* [TASK INSTRUCTIONS]:
Please set down the records below exactly as they appear.

Segment Start: MATERIAL FOR THIS EXERCISE

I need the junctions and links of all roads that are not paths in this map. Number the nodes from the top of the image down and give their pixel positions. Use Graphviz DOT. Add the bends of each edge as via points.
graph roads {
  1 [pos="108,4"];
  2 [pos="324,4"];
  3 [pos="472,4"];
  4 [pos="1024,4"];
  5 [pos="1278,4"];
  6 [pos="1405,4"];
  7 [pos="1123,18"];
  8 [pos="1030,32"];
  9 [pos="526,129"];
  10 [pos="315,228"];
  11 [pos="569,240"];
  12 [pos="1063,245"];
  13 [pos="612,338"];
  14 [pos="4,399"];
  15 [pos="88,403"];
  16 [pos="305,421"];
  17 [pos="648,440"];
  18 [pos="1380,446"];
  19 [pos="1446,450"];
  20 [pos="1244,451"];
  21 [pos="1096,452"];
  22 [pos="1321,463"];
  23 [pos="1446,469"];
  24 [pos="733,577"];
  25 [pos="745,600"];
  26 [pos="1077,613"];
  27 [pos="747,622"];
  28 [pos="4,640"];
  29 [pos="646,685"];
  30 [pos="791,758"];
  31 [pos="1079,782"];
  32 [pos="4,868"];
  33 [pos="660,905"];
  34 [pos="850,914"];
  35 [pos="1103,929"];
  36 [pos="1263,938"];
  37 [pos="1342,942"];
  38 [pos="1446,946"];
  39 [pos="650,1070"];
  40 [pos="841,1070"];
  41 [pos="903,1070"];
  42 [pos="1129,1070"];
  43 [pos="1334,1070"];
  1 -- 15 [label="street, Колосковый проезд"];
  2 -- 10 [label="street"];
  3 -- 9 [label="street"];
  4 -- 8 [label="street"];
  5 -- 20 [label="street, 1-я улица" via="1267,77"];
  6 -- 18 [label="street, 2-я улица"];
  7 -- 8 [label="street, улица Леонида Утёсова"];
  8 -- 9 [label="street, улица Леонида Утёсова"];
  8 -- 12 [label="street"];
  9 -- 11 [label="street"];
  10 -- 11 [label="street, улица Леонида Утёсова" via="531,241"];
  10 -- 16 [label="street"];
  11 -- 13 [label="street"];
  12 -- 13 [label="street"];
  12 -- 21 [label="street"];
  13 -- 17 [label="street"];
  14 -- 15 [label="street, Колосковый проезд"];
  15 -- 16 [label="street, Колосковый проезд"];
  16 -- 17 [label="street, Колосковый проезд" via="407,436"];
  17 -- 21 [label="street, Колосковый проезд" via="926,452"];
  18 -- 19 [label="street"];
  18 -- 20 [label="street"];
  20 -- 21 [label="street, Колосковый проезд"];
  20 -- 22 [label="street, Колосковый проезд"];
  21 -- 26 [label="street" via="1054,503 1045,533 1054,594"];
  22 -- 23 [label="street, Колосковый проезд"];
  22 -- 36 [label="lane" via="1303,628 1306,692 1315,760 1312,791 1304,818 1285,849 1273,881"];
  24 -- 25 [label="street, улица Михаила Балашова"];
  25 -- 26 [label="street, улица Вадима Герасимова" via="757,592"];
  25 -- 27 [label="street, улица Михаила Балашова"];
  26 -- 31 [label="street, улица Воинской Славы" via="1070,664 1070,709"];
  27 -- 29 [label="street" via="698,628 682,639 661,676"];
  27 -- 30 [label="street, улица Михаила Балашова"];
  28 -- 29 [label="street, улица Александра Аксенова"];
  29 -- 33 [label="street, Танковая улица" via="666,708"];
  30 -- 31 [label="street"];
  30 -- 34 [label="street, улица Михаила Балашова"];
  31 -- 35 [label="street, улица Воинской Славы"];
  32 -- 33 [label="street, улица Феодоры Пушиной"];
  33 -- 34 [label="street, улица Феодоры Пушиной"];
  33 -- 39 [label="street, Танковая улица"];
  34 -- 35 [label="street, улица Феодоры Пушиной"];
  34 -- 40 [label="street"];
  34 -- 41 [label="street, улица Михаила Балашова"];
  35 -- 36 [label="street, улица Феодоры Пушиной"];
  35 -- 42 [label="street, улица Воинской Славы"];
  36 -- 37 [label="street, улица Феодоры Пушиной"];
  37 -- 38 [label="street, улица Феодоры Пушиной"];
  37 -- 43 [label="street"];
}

Segment End: MATERIAL FOR THIS EXERCISE

* [EXERCISE ANSWER]:
I need the junctions and links of all roads that are not paths in this map. Number the nodes from the top of the image down and give their pixel positions. Use Graphviz DOT. Add the bends of each edge as via points.
graph roads {
  1 [pos="108,4"];
  2 [pos="324,4"];
  3 [pos="472,4"];
  4 [pos="1024,4"];
  5 [pos="1278,4"];
  6 [pos="1405,4"];
  7 [pos="1123,18"];
  8 [pos="1030,32"];
  9 [pos="526,129"];
  10 [pos="315,228"];
  11 [pos="569,240"];
  12 [pos="1063,245"];
  13 [pos="612,338"];
  14 [pos="4,399"];
  15 [pos="88,403"];
  16 [pos="305,421"];
  17 [pos="648,440"];
  18 [pos="1380,446"];
  19 [pos="1446,450"];
  20 [pos="1244,451"];
  21 [pos="1096,452"];
  22 [pos="1321,463"];
  23 [pos="1446,469"];
  24 [pos="733,577"];
  25 [pos="745,600"];
  26 [pos="1077,613"];
  27 [pos="747,622"];
  28 [pos="4,640"];
  29 [pos="646,685"];
  30 [pos="791,758"];
  31 [pos="1079,782"];
  32 [pos="4,868"];
  33 [pos="660,905"];
  34 [pos="850,914"];
  35 [pos="1103,929"];
  36 [pos="1263,938"];
  37 [pos="1342,942"];
  38 [pos="1446,946"];
  39 [pos="650,1070"];
  40 [pos="841,1070"];
  41 [pos="903,1070"];
  42 [pos="1129,1070"];
  43 [pos="1334,1070"];
  1 -- 15 [label="street, Колосковый проезд"];
  2 -- 10 [label="street"];
  3 -- 9 [label="street"];
  4 -- 8 [label="street"];
  5 -- 20 [label="street, 1-я улица" via="1267,77"];
  6 -- 18 [label="street, 2-я улица"];
  7 -- 8 [label="street, улица Леонида Утёсова"];
  8 -- 9 [label="street, улица Леонида Утёсова"];
  8 -- 12 [label="street"];
  9 -- 11 [label="street"];
  10 -- 11 [label="street, улица Леонида Утёсова" via="531,241"];
  10 -- 16 [label="street"];
  11 -- 13 [label="street"];
  12 -- 13 [label="street"];
  12 -- 21 [label="street"];
  13 -- 17 [label="street"];
  14 -- 15 [label="street, Колосковый проезд"];
  15 -- 16 [label="street, Колосковый проезд"];
  16 -- 17 [label="street, Колосковый проезд" via="407,436"];
  17 -- 21 [label="street, Колосковый проезд" via="926,452"];
  18 -- 19 [label="street"];
  18 -- 20 [label="street"];
  20 -- 21 [label="street, Колосковый проезд"];
  20 -- 22 [label="street, Колосковый проезд"];
  21 -- 26 [label="street" via="1054,503 1045,533 1054,594"];
  22 -- 23 [label="street, Колосковый проезд"];
  22 -- 36 [label="lane" via="1303,628 1306,692 1315,760 1312,791 1304,818 1285,849 1273,881"];
  24 -- 25 [label="street, улица Михаила Балашова"];
  25 -- 26 [label="street, улица Вадима Герасимова" via="757,592"];
  25 -- 27 [label="street, улица Михаила Балашова"];
  26 -- 31 [label="street, улица Воинской Славы" via="1070,664 1070,709"];
  27 -- 29 [label="street" via="698,628 682,639 661,676"];
  27 -- 30 [label="street, улица Михаила Балашова"];
  28 -- 29 [label="street, улица Александра Аксенова"];
  29 -- 33 [label="street, Танковая улица" via="666,708"];
  30 -- 31 [label="street"];
  30 -- 34 [label="street, улица Михаила Балашова"];
  31 -- 35 [label="street, улица Воинской Славы"];
  32 -- 33 [label="street, улица Феодоры Пушиной"];
  33 -- 34 [label="street, улица Феодоры Пушиной"];
  33 -- 39 [label="street, Танковая улица"];
  34 -- 35 [label="street, улица Феодоры Пушиной"];
  34 -- 40 [label="street"];
  34 -- 41 [label="street, улица Михаила Балашова"];
  35 -- 36 [label="street, улица Феодоры Пушиной"];
  35 -- 42 [label="street, улица Воинской Славы"];
  36 -- 37 [label="street, улица Феодоры Пушиной"];
  37 -- 38 [label="street, улица Феодоры Пушиной"];
  37 -- 43 [label="street"];
}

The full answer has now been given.